_Source records:_
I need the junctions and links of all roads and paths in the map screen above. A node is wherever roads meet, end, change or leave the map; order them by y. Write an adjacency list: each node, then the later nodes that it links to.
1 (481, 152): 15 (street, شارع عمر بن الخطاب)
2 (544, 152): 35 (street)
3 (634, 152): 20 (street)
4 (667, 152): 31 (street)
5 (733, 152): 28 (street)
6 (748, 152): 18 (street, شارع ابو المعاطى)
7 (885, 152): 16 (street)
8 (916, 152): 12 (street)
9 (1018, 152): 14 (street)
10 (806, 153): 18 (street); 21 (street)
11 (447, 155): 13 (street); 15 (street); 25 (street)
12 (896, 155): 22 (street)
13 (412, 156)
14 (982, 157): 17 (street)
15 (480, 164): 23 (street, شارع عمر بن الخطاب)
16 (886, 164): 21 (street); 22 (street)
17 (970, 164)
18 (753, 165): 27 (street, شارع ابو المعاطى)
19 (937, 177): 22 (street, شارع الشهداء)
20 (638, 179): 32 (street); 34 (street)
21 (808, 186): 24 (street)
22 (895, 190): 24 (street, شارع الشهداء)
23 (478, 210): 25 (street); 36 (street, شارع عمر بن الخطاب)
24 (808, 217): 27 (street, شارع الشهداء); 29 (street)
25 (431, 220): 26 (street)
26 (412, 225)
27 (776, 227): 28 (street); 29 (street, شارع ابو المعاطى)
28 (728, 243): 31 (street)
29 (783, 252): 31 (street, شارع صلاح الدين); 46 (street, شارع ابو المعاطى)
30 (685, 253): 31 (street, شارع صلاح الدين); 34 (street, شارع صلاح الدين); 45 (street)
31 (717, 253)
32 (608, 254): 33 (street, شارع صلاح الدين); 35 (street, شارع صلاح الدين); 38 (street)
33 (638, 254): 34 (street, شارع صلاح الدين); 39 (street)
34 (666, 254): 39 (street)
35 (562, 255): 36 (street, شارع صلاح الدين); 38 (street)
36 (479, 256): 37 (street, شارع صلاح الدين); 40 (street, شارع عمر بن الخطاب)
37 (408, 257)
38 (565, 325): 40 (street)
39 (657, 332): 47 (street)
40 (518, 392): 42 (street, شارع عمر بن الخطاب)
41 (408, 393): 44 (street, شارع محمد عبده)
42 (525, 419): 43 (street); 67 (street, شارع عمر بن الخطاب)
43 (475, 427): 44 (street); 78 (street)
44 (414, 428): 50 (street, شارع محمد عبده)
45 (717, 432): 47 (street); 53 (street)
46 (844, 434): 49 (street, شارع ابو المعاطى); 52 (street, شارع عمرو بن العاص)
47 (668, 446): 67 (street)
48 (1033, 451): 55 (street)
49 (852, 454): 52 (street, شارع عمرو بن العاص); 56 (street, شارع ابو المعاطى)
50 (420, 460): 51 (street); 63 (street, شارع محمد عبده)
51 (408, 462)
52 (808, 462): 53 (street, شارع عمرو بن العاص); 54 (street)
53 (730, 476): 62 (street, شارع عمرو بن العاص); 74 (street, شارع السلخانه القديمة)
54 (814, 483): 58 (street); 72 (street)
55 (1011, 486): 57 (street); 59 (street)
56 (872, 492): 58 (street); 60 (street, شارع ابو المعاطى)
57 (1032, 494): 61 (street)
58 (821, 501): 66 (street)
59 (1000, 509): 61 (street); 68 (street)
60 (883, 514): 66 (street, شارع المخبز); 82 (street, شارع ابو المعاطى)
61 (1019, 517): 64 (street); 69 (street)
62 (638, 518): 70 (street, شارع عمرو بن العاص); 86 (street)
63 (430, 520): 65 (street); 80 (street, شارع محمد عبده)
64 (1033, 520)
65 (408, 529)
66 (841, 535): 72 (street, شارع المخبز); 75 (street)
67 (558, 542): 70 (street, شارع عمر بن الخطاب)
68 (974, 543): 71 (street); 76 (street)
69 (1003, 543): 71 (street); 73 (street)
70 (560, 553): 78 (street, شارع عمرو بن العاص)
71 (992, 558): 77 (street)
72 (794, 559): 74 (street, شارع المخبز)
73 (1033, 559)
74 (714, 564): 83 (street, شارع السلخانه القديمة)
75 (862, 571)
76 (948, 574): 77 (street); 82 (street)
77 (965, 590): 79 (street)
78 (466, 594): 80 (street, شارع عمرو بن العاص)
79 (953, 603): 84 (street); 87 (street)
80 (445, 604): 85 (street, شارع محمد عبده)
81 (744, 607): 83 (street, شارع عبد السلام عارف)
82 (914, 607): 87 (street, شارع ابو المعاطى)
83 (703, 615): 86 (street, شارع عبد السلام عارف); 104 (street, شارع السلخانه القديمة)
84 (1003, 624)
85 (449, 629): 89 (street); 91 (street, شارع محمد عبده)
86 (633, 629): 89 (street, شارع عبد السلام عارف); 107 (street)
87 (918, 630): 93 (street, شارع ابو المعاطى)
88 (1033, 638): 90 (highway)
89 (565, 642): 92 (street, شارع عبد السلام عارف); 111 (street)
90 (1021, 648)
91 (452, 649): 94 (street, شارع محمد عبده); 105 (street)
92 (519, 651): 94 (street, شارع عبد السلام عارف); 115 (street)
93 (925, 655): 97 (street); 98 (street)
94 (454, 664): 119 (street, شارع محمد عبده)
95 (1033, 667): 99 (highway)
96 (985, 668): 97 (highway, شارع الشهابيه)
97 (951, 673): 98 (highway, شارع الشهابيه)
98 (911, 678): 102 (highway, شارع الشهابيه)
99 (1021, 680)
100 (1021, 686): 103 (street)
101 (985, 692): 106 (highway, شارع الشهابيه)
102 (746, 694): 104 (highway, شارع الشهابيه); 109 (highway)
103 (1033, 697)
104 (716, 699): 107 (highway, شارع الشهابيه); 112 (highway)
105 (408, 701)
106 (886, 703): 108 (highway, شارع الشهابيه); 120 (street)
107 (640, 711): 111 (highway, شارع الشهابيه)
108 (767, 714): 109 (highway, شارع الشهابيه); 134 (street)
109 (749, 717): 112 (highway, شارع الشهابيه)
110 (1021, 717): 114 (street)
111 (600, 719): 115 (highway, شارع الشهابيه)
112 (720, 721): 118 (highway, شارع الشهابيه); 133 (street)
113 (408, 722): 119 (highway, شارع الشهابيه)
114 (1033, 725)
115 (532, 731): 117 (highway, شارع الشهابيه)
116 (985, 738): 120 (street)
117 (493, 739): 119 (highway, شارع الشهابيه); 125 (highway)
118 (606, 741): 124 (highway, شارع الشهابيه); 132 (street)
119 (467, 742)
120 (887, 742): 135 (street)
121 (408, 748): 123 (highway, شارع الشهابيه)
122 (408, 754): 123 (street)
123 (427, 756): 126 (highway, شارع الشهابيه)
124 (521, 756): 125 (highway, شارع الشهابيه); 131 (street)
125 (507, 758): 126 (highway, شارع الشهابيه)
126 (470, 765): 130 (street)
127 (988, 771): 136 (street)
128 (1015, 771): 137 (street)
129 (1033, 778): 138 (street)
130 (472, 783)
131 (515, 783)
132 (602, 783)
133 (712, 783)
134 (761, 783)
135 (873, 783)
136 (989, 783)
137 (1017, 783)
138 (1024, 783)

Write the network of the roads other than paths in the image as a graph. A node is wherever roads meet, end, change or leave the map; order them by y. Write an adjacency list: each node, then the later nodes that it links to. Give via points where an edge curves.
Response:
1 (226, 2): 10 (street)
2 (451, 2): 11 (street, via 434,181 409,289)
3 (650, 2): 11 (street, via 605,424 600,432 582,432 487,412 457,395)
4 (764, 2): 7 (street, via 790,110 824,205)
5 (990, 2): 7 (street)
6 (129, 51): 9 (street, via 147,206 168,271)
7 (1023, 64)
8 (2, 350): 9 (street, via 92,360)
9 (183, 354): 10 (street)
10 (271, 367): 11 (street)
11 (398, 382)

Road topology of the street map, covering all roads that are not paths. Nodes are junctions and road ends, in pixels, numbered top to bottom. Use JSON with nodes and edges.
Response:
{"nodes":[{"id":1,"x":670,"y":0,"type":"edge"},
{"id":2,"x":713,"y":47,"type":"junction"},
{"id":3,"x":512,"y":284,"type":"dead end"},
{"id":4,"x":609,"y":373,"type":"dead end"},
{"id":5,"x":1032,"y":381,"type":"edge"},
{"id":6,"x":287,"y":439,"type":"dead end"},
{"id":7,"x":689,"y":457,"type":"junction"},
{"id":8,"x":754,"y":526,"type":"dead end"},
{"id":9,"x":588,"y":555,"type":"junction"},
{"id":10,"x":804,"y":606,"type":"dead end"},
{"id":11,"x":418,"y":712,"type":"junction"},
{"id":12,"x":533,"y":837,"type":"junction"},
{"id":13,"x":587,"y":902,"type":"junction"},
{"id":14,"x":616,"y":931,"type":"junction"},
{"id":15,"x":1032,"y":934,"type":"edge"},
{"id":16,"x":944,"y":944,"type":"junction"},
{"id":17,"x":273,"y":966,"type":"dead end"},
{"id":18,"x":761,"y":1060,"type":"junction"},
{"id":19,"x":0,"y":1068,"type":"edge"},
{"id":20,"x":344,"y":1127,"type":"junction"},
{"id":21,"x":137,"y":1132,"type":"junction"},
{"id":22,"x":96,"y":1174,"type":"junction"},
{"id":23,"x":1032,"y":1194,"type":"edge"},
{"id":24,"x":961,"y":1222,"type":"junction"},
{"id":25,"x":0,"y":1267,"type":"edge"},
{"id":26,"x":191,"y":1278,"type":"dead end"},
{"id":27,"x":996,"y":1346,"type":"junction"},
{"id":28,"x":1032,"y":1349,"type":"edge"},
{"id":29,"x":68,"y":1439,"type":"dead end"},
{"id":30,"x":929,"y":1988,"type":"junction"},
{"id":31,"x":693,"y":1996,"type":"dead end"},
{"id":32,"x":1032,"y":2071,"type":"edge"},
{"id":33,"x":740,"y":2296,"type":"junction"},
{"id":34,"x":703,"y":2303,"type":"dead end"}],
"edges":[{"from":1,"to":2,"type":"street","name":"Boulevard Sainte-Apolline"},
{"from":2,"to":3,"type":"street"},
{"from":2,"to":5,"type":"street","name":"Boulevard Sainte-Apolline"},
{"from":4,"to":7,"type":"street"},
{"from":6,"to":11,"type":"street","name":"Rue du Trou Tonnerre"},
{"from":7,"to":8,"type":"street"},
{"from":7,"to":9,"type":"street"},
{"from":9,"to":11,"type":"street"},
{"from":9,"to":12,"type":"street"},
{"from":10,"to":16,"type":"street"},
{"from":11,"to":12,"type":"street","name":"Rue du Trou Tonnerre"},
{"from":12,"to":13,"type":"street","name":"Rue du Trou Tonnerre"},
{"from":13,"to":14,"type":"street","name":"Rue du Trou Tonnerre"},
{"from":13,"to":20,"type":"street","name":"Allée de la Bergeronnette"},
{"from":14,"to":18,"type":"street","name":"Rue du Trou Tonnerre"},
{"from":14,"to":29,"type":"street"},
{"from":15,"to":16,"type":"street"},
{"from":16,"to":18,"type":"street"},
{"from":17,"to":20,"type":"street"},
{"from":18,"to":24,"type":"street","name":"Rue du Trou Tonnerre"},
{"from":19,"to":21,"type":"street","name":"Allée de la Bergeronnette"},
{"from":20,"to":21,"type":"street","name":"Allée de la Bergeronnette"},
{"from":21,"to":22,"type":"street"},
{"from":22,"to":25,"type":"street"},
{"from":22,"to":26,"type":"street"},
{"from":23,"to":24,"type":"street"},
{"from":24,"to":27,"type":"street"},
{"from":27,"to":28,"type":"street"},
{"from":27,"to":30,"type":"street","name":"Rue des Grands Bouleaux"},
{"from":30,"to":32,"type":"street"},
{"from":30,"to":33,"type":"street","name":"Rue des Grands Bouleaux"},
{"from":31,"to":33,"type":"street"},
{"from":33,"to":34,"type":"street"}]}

_Brief:_ Your answer should be the lines above that contain the word "صلاح", copied out.

_Answer section:_
29 (783, 252): 31 (street, شارع صلاح الدين); 46 (street, شارع ابو المعاطى)
30 (685, 253): 31 (street, شارع صلاح الدين); 34 (street, شارع صلاح الدين); 45 (street)
32 (608, 254): 33 (street, شارع صلاح الدين); 35 (street, شارع صلاح الدين); 38 (street)
33 (638, 254): 34 (street, شارع صلاح الدين); 39 (street)
35 (562, 255): 36 (street, شارع صلاح الدين); 38 (street)
36 (479, 256): 37 (street, شارع صلاح الدين); 40 (street, شارع عمر بن الخطاب)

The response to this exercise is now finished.